9. 9?? No, seriously, 9?!?!!!!!!
For 9 years now you have been filling the air with exclamation points, question marks, emoticons before they existed, things unsaid but always felt. (For 9 years and 9 months, actually, but ew, I know.) So 9 years.
9 years ago your dad and I left the house at 3am while the neighborhood slept silently, the stillness of the fog thick with everything that was about to happen. I remember driving across the city, how at a red light we stopped next to a truck blasting dance music, thumping the windows. How I turned to look at the young guy driving just as he turned to look at us. I couldn't help but think how different his night was than ours, how he might wake up the next morning and think about what had happened the night before, I don't know. Maybe his night was nothing. By the time we reached the hospital I was 8 cm dilated.
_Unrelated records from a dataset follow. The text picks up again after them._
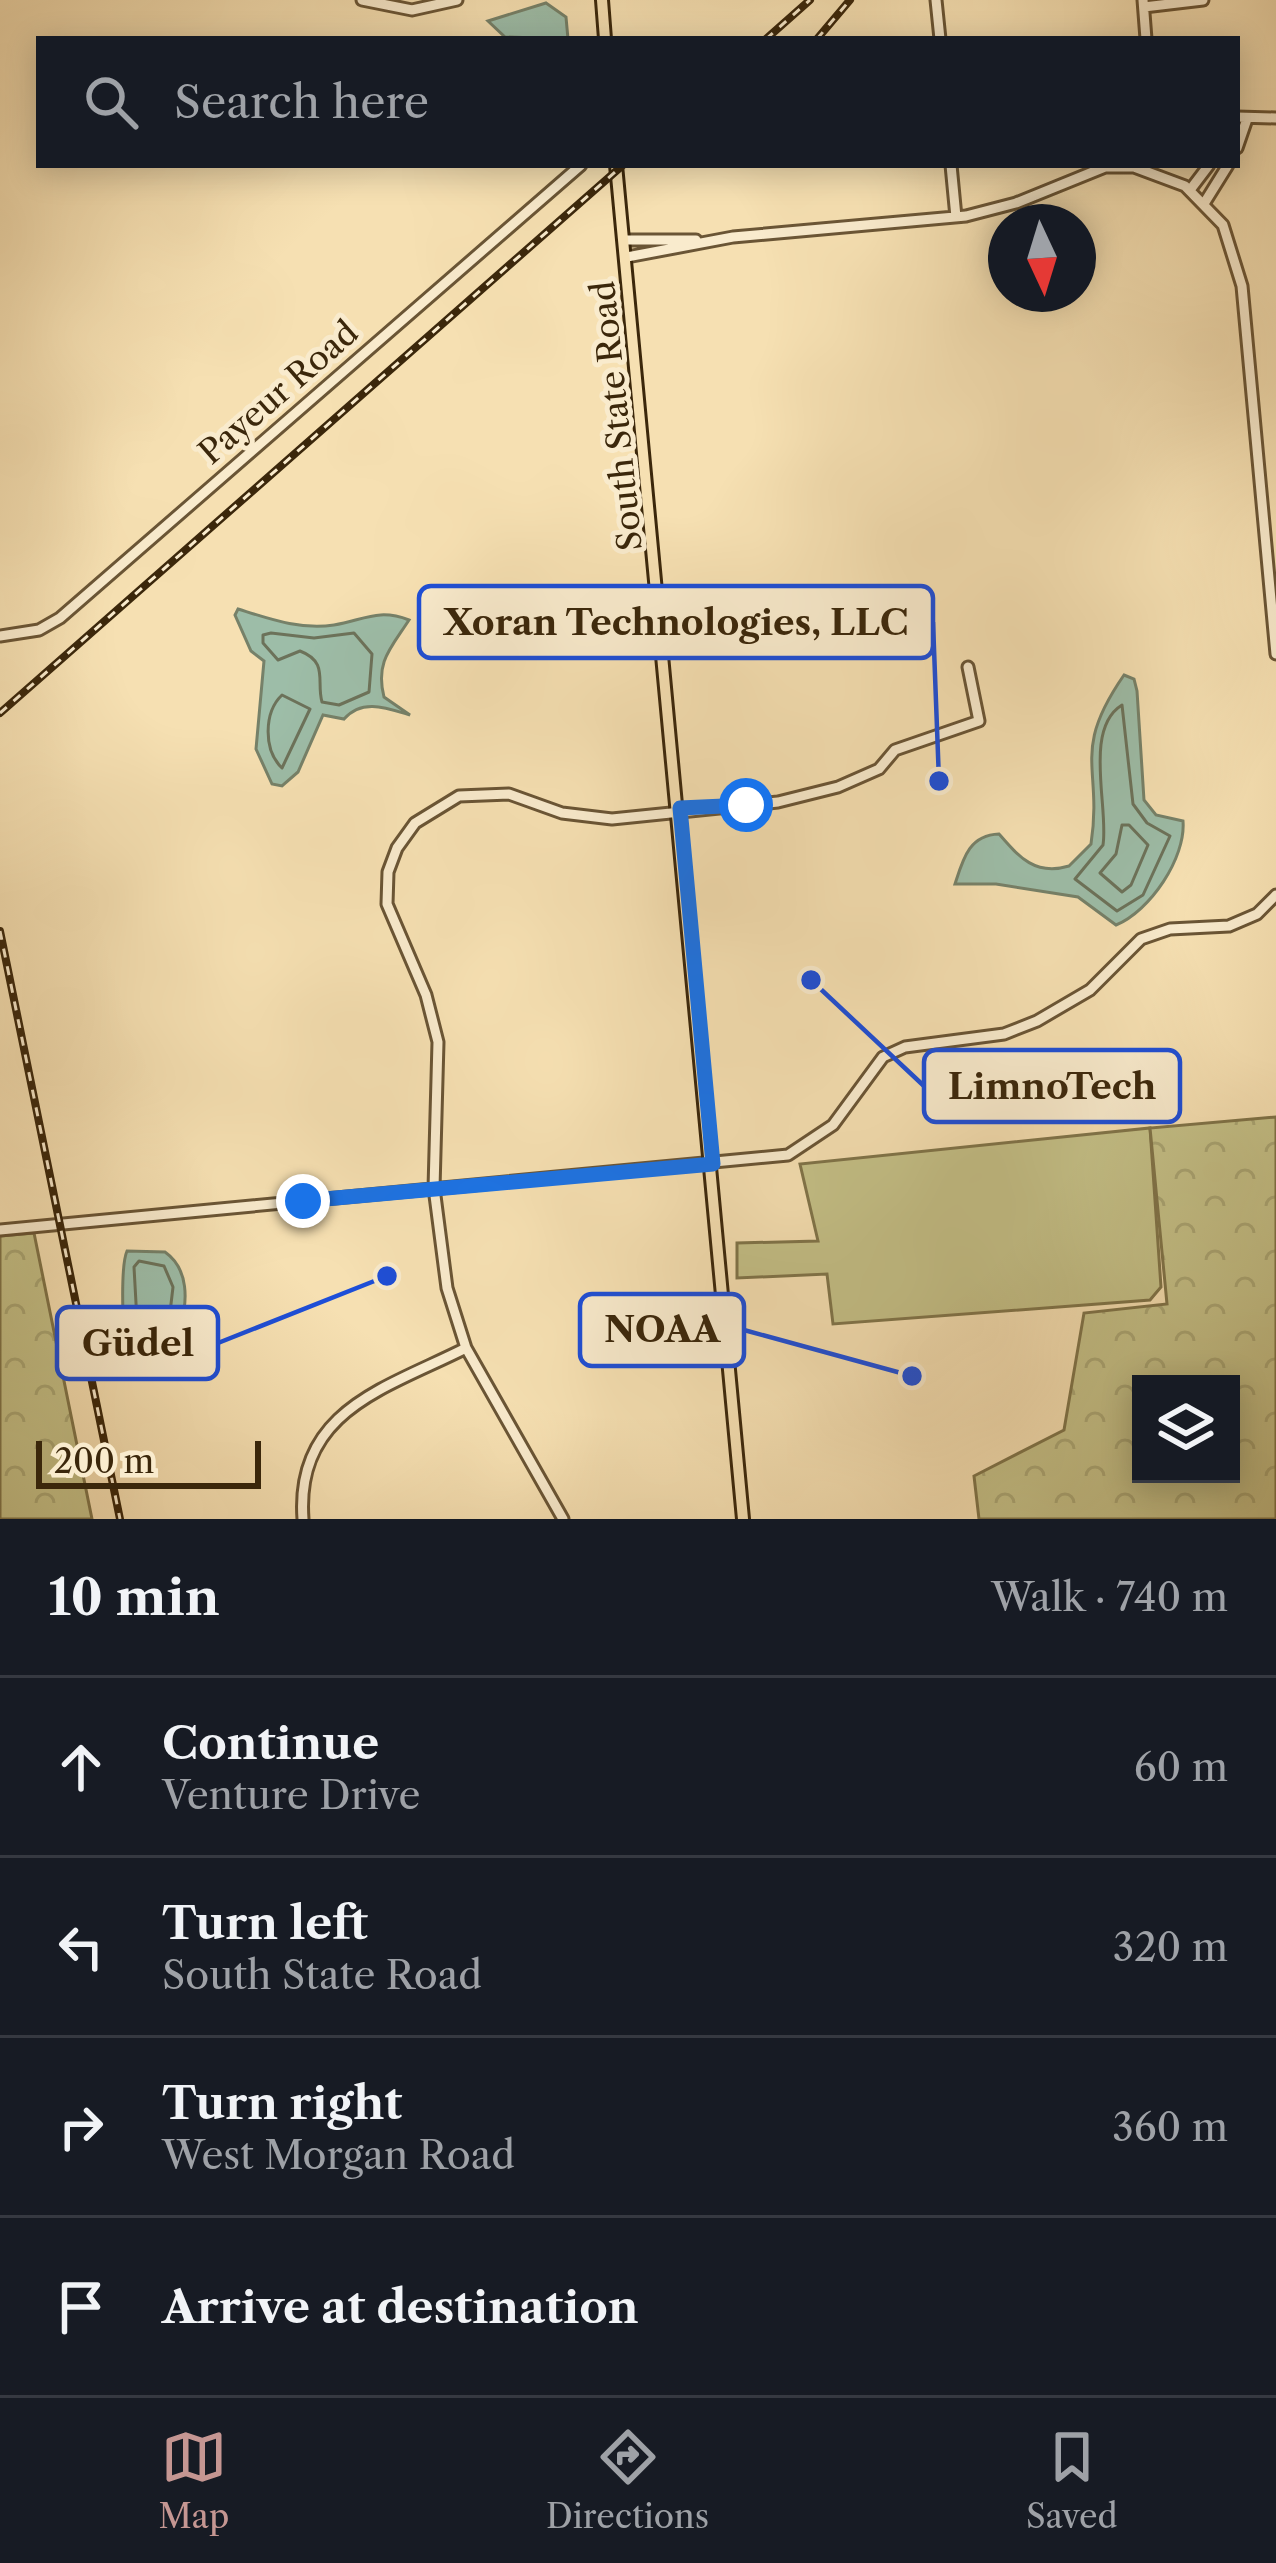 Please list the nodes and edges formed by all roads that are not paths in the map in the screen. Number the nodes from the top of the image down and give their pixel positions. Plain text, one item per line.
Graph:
1 (362, 0) edge
2 (457, 0) edge
3 (602, 0) edge
4 (936, 0) edge
5 (1203, 0) edge
6 (1143, 3) edge
7 (605, 36) edge
8 (940, 36) edge
9 (1146, 36) edge
10 (1242, 118) edge
11 (1276, 118) edge
12 (577, 168) edge
13 (616, 168) edge
14 (951, 168) edge
15 (1102, 168) edge
16 (1113, 168) edge
17 (1207, 168) edge
18 (1226, 168) edge
19 (1190, 190) junction
20 (1205, 202) junction
21 (956, 217) junction
22 (625, 240) junction
23 (701, 241) junction
24 (627, 257) junction
25 (0, 637) edge
26 (1276, 655) edge
27 (968, 667) dead end
28 (680, 808) junction
29 (1276, 896) edge
30 (713, 1164) junction
31 (434, 1189) junction
32 (0, 1230) edge
33 (466, 1348) junction
34 (303, 1519) edge
35 (563, 1519) edge
36 (743, 1519) edge

1 - 2 street
3 - 7 main road
4 - 8 street
5 - 6 street
6 - 9 street
10 - 11 street
12 - 25 street, Payeur Road
13 - 22 main road, South State Road
14 - 21 street
15 - 21 street
16 - 19 street
17 - 19 street
18 - 20 street
19 - 20 street
20 - 26 street
21 - 23 street
22 - 23 street
22 - 24 main road, South State Road
23 - 24 street
24 - 28 main road, South State Road
27 - 28 street
28 - 30 main road, South State Road
28 - 31 street
29 - 30 street
30 - 31 street
30 - 36 main road, South State Road
31 - 32 street
31 - 33 street
33 - 34 street
33 - 35 street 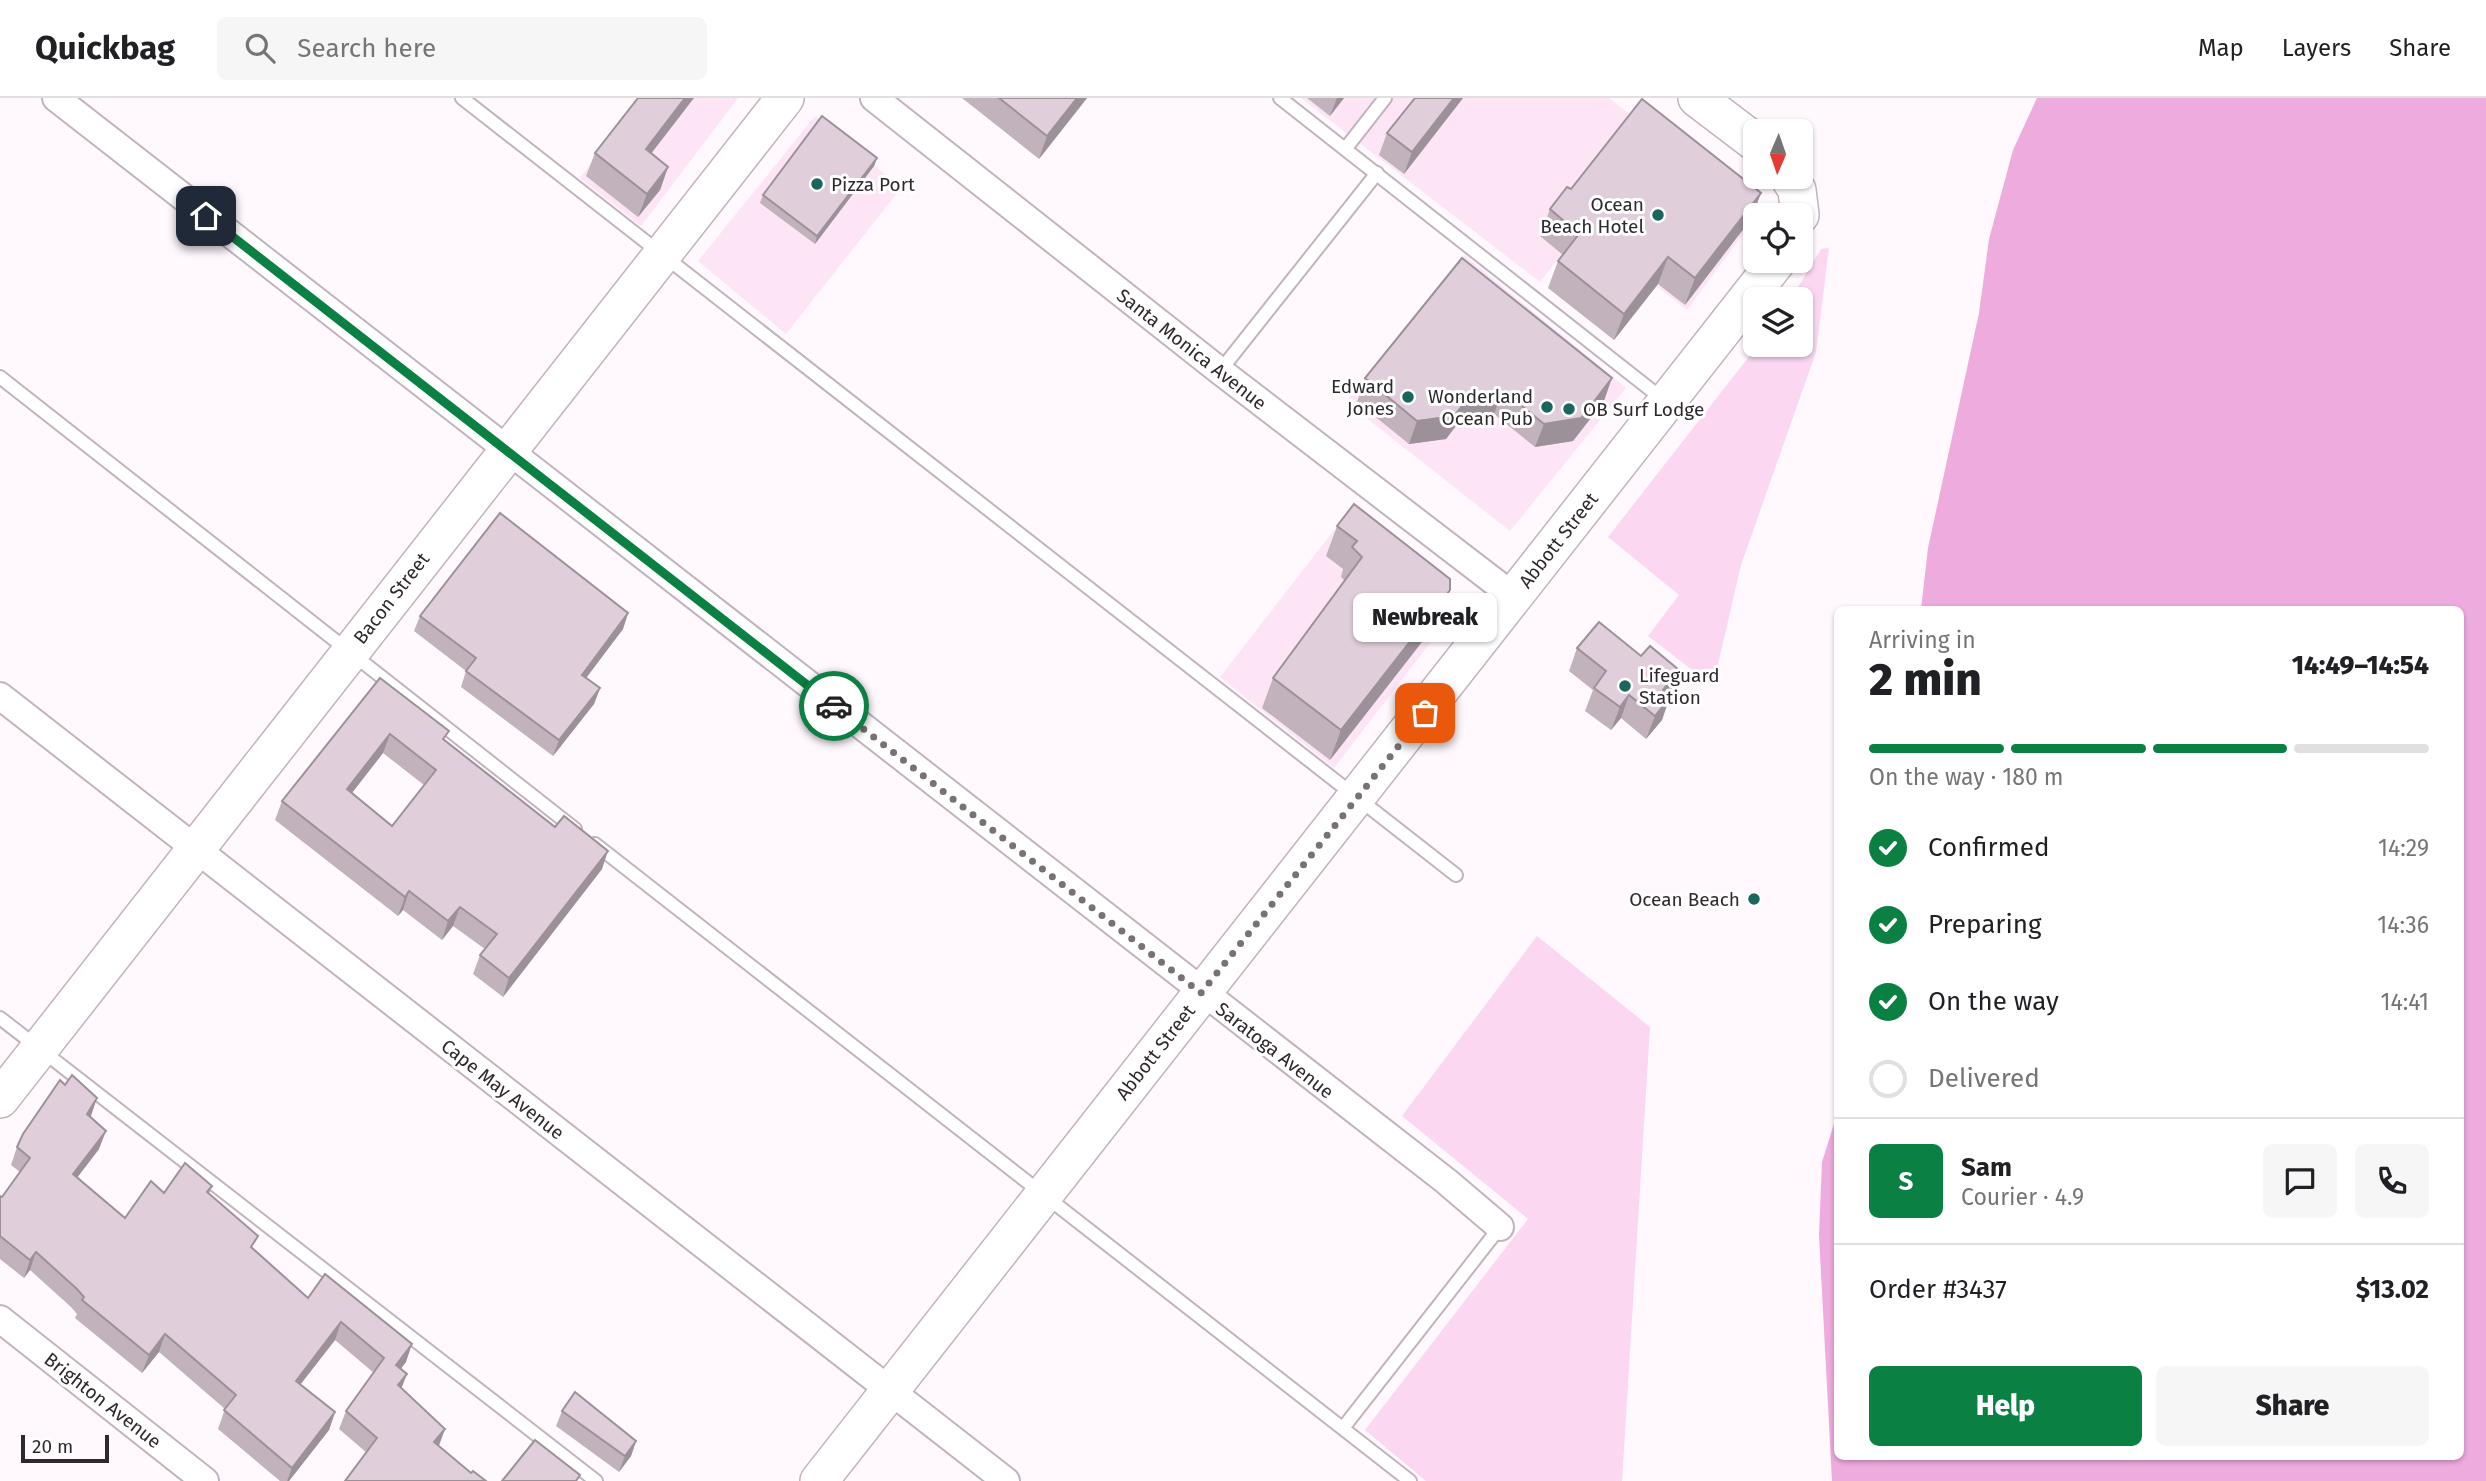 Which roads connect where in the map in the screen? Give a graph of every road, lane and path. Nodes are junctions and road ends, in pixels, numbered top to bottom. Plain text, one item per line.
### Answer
1 (56, 98) edge
2 (462, 98) edge
3 (785, 98) edge
4 (874, 98) edge
5 (1280, 98) edge
6 (1385, 98) edge
7 (1697, 98) edge
8 (1743, 132) edge
9 (1346, 148) junction
10 (1377, 173) junction
11 (661, 253) junction
12 (1767, 273) edge
13 (1220, 371) junction
14 (0, 377) edge
15 (1666, 401) junction
16 (507, 451) junction
17 (1513, 596) junction
18 (349, 652) junction
19 (0, 696) edge
20 (1356, 797) junction
21 (195, 849) junction
22 (1456, 875) dead end
23 (1201, 993) junction
24 (0, 1018) edge
25 (39, 1049) junction
26 (0, 1099) edge
27 (1044, 1196) junction
28 (1500, 1227) joint
29 (0, 1318) edge
30 (890, 1391) junction
31 (1342, 1428) junction
32 (205, 1481) edge
33 (596, 1481) edge
34 (820, 1481) edge
35 (1006, 1481) edge
36 (1410, 1481) edge

1 - 16 street, Saratoga Avenue
2 - 11 lane
3 - 11 street, Bacon Street
4 - 13 street, Santa Monica Avenue
5 - 9 lane
6 - 9 lane
7 - 8 street
9 - 10 lane
10 - 13 lane
10 - 15 lane
11 - 16 street, Bacon Street
11 - 20 lane
12 - 15 street, Abbott Street
13 - 17 street, Santa Monica Avenue
14 - 18 lane
15 - 17 street, Abbott Street
16 - 18 street, Bacon Street
16 - 23 street, Saratoga Avenue
17 - 20 street, Abbott Street
18 - 21 street, Bacon Street
18 - 27 lane
19 - 21 street, Cape May Avenue
20 - 22 lane
20 - 23 street, Abbott Street
21 - 25 street, Bacon Street
21 - 30 street, Cape May Avenue
23 - 27 street, Abbott Street
23 - 28 street, Saratoga Avenue
24 - 25 lane
25 - 26 street, Bacon Street
25 - 33 lane
27 - 30 street, Abbott Street
27 - 31 lane
28 - 31 lane
29 - 32 street, Brighton Avenue
30 - 34 street, Abbott Street
30 - 35 street, Cape May Avenue
31 - 36 lane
I had dinner with a friend of mine last night who said that turning 9 is momentous as it is halfway to a child leaving the house. I wanted to punch her for a second, because really? This is how it happens? So quickly at a dinner table over a beet salad and then you're gone, grown up. Do you want any pepper on that? No please.
God but you are beautiful. And more. I want to wrap myself around you and hold you always, hear you rattle on and on about Minecraft, read me blurbs from your graphic novels, secretly listen as you sing in your room. The truth is, I have been in a constant state of disbelief since you were born. I have a baby! I am in love! Her breath smells like warm bread! She can walk! Kick a ball! Spell exhale! How did I get so lucky? For 9 years now I have felt your own reverb as it thumped against the windows, watched as you moved through time and place, amazed at who you are and are becoming, the persistence of sound after a sound is produced. The reflections continue.
There is not a day that goes by that I don't think about what happened that night, that morning, to be exact. You were born at 10:52 am, the doctors pulling you from me with a tug. 9 years later and I still feel that tug, that pull, that something unsaid but always felt.
It sounds like this.
With all the emoticons in the world.